Stop after the line that contains "middle mcp: (79, 257)". Until then, retype each line of the entries exactly from the first one, skipping pictures.

==== Material supplied

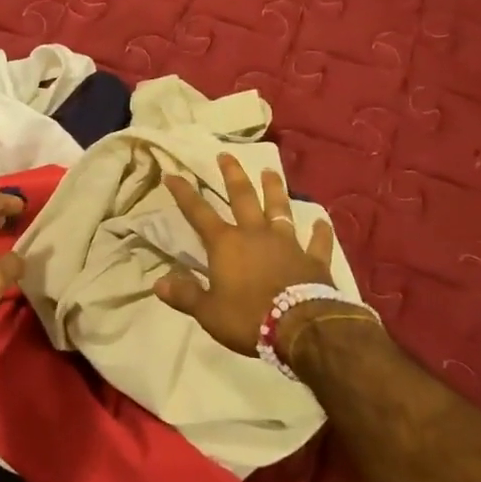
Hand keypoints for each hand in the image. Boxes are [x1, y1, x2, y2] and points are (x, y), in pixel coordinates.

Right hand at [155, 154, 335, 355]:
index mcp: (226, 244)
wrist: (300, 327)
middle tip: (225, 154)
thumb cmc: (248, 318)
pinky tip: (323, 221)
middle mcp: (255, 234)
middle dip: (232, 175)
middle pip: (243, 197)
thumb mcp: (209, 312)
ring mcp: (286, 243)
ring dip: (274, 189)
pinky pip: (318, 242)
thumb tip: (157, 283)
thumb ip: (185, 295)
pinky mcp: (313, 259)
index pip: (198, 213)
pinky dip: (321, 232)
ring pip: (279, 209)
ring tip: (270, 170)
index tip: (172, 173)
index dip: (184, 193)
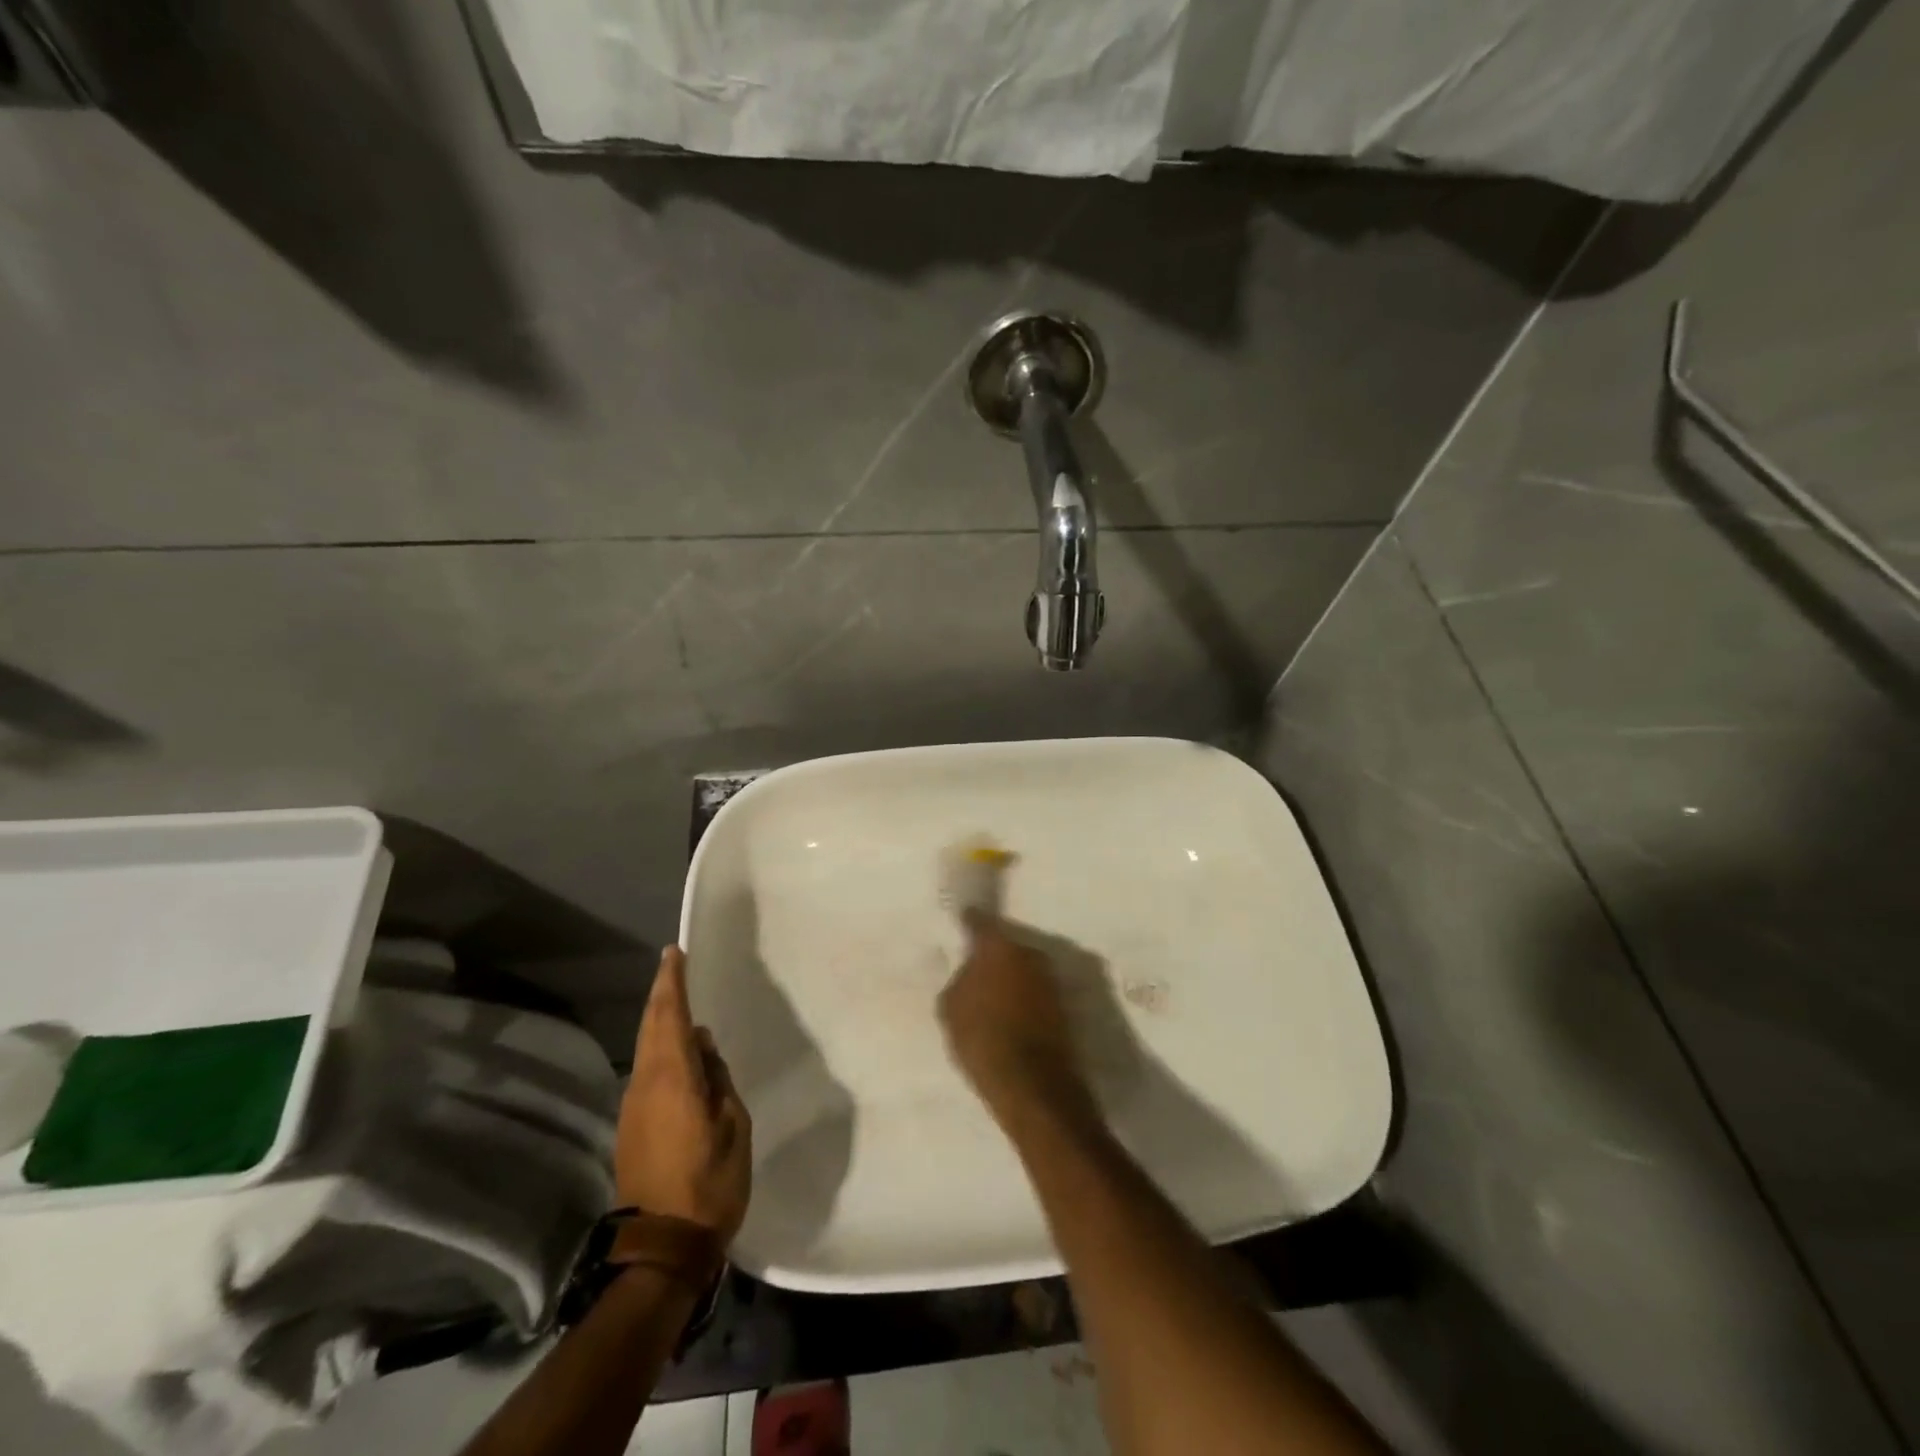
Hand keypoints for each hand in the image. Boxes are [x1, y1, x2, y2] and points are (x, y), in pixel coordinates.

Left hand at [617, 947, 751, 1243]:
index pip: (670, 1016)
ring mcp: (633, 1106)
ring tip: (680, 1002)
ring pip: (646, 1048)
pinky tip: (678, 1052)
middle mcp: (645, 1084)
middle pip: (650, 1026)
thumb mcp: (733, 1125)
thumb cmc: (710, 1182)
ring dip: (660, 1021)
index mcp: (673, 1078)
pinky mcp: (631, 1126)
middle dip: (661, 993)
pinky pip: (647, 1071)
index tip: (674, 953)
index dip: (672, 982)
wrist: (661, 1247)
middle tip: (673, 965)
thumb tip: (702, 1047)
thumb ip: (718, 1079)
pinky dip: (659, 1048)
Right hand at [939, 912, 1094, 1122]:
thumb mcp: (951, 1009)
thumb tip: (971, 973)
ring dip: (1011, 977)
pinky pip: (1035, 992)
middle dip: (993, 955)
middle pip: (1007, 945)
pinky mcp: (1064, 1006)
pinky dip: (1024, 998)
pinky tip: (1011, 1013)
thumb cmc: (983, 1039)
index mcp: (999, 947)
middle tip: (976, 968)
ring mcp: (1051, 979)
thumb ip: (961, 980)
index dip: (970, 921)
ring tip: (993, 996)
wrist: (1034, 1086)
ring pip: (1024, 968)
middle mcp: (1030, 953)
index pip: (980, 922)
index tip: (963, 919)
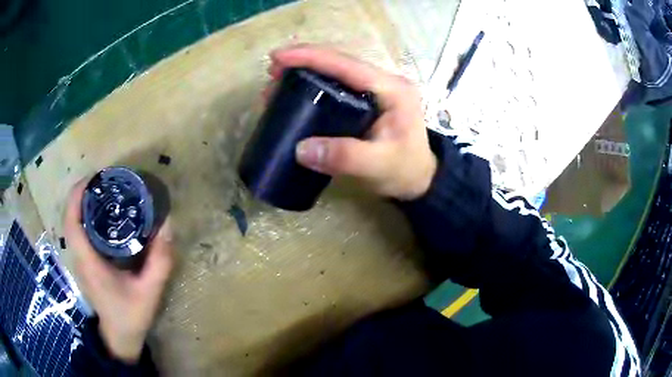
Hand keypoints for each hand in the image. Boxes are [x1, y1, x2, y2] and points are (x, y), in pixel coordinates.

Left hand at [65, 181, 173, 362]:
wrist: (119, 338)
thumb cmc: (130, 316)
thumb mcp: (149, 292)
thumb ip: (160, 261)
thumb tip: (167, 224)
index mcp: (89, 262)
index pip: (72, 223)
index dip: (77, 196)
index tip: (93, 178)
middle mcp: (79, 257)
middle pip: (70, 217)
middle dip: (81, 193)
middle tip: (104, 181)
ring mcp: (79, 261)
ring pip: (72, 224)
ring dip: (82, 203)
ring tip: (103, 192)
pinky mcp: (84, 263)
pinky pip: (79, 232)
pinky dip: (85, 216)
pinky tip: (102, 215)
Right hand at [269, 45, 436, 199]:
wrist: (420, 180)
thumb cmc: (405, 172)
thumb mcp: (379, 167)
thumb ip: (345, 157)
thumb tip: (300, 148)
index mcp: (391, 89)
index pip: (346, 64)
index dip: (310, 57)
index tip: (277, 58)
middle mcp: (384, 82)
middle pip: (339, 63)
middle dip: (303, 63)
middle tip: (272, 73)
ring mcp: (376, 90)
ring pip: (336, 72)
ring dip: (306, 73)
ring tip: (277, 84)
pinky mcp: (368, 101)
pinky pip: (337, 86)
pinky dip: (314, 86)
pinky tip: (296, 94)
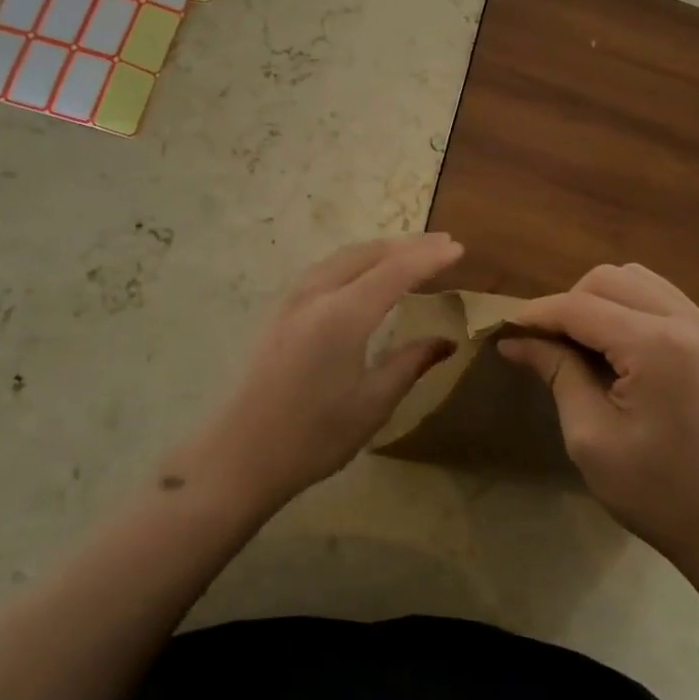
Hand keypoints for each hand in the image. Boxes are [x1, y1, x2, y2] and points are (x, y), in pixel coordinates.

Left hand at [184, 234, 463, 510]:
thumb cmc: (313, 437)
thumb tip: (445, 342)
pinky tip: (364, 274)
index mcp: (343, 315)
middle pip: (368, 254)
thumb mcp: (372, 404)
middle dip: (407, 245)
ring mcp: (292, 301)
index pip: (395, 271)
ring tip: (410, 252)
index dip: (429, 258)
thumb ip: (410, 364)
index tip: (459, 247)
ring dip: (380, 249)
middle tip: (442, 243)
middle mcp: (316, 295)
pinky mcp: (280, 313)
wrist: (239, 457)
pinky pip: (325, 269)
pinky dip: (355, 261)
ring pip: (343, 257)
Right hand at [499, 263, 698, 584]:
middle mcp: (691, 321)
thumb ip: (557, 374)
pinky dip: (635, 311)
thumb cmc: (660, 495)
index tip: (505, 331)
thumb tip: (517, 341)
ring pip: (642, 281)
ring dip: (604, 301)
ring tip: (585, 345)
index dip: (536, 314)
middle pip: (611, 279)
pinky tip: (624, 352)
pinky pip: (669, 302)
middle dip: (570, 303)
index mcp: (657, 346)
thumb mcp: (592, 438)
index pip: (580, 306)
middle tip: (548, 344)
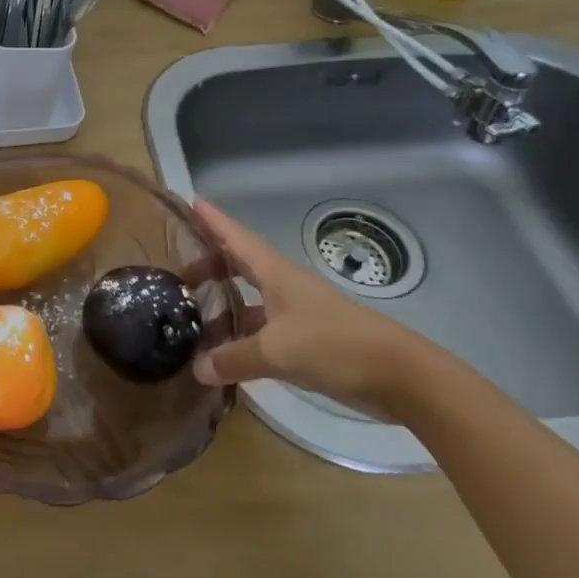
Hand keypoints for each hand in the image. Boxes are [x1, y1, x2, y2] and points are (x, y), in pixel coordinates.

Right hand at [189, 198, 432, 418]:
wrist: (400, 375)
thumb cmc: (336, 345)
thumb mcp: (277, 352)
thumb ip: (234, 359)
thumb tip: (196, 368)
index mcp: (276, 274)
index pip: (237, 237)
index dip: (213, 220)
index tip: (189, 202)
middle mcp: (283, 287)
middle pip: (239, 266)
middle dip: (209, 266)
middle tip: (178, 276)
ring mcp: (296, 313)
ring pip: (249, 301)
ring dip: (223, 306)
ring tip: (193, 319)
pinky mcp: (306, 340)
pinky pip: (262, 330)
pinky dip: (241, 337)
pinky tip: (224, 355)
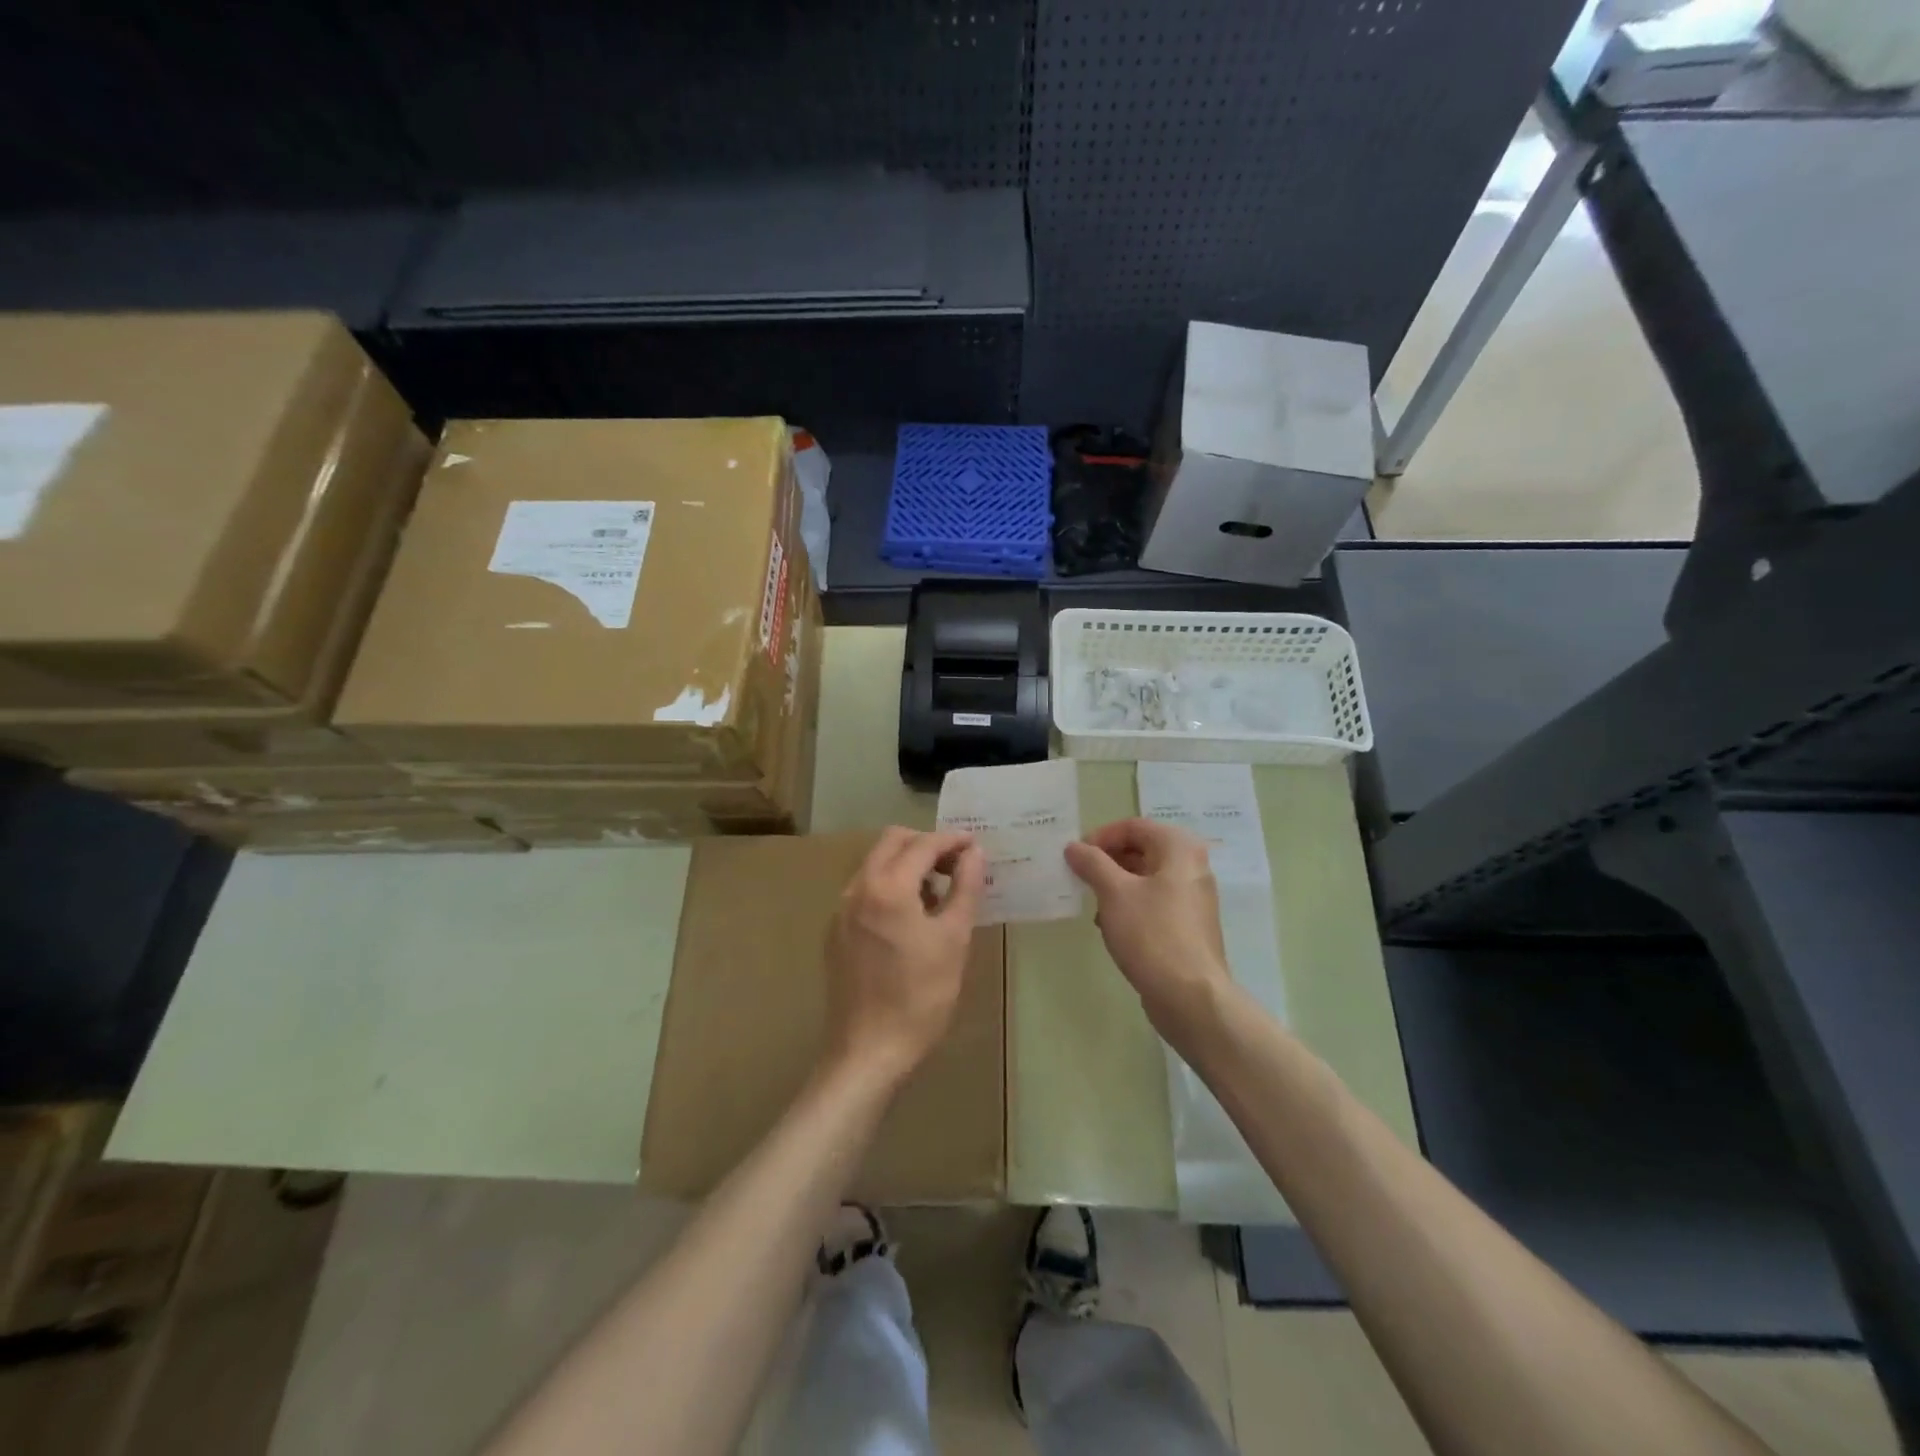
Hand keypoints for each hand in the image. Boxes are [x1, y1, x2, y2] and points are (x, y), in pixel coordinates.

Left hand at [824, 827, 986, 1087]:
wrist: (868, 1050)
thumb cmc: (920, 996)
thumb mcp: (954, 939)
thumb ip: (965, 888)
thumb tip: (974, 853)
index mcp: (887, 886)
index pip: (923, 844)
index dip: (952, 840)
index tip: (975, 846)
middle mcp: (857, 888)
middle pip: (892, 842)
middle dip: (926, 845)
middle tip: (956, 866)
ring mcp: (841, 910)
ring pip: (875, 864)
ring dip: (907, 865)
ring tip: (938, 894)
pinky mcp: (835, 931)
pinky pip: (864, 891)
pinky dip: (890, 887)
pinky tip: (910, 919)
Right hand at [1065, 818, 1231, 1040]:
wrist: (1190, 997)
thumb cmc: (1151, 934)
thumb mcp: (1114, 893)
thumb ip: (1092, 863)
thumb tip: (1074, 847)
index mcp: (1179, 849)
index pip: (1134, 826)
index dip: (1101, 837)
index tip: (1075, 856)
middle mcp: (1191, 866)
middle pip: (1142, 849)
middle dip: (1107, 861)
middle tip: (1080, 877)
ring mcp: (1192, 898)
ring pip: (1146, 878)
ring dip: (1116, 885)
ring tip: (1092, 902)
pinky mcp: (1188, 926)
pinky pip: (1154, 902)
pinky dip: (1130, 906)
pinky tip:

========

### Expected output
Hand keypoints for each hand in the image. Boxes are [x1, y1, x2, y2] and points are (x, y), in pixel coordinates.

Right hand at [155, 154, 335, 355]:
index mcp: (226, 244)
wrist: (300, 327)
middle tip: (225, 154)
thumb cmc: (248, 318)
pinky tip: (323, 221)
middle mcp: (255, 234)
middle dip: (232, 175)
middle pip: (243, 197)
thumb mcp: (209, 312)
ring mcp: (286, 243)
ring dip: (274, 189)
pinky pip: (318, 242)
thumb tip: (157, 283)
thumb ip: (185, 295)
pinky mcp: (313, 259)
index pip: (198, 213)
pinky dip: (321, 232)
ring pip: (279, 209)
ring tip: (270, 170)
index tip: (172, 173)
index dip: (184, 193)
Hand keypoints for each hand in the image. Boxes are [x1, y1, x2, y2] and points are (x, y), in pixel coordinates.

Left hand at [617, 947, 751, 1243]:
index pip: (670, 1016)
ring mcp: (633, 1106)
ring tip: (680, 1002)
ring pip: (646, 1048)
pinky tip: (678, 1052)
middle mcp: (645, 1084)
middle pip: (650, 1026)
thumb mcp: (733, 1125)
thumb cmc: (710, 1182)
ring dip: (660, 1021)
index mcp: (673, 1078)
pinky mcp: (631, 1126)
middle dip: (661, 993)
pinky pip: (647, 1071)
index tip: (674, 953)
index dip: (672, 982)
wrist: (661, 1247)
middle tip: (673, 965)
thumb tip: (702, 1047)
thumb ip: (718, 1079)
pinky dip: (659, 1048)
Right hand at [939, 912, 1094, 1122]:
thumb mcp: (951, 1009)
thumb tip: (971, 973)
ring dip: (1011, 977)
pinky pip: (1035, 992)
middle dip: (993, 955)
middle pip: (1007, 945)
pinky mcp: (1064, 1006)
pinky dip: (1024, 998)
pinky tip: (1011, 1013)
thumb cmc: (983, 1039)
index mcp: (999, 947)
middle tip: (976, 968)
ring mcp: (1051, 979)
thumb ip: (961, 980)
index dip: (970, 921)
ring tip: (993, 996)
wrist: (1034, 1086)
ring pip: (1024, 968)
middle mcp: (1030, 953)
index pip: (980, 922)
index tip: (963, 919)
Hand keypoints for each hand in the image. Boxes are [x1, y1, x2, y2] and points are (x, y), in pixel coordinates.

Left hand at [65, 181, 173, 362]:
wrist: (119, 338)
thumb cmc: (130, 316)
thumb mcp: (149, 292)
thumb ip: (160, 261)
thumb tip: (167, 224)
index mcp: (89, 262)
index pip: (72, 223)
index dip: (77, 196)
index tip: (93, 178)
middle mcp: (79, 257)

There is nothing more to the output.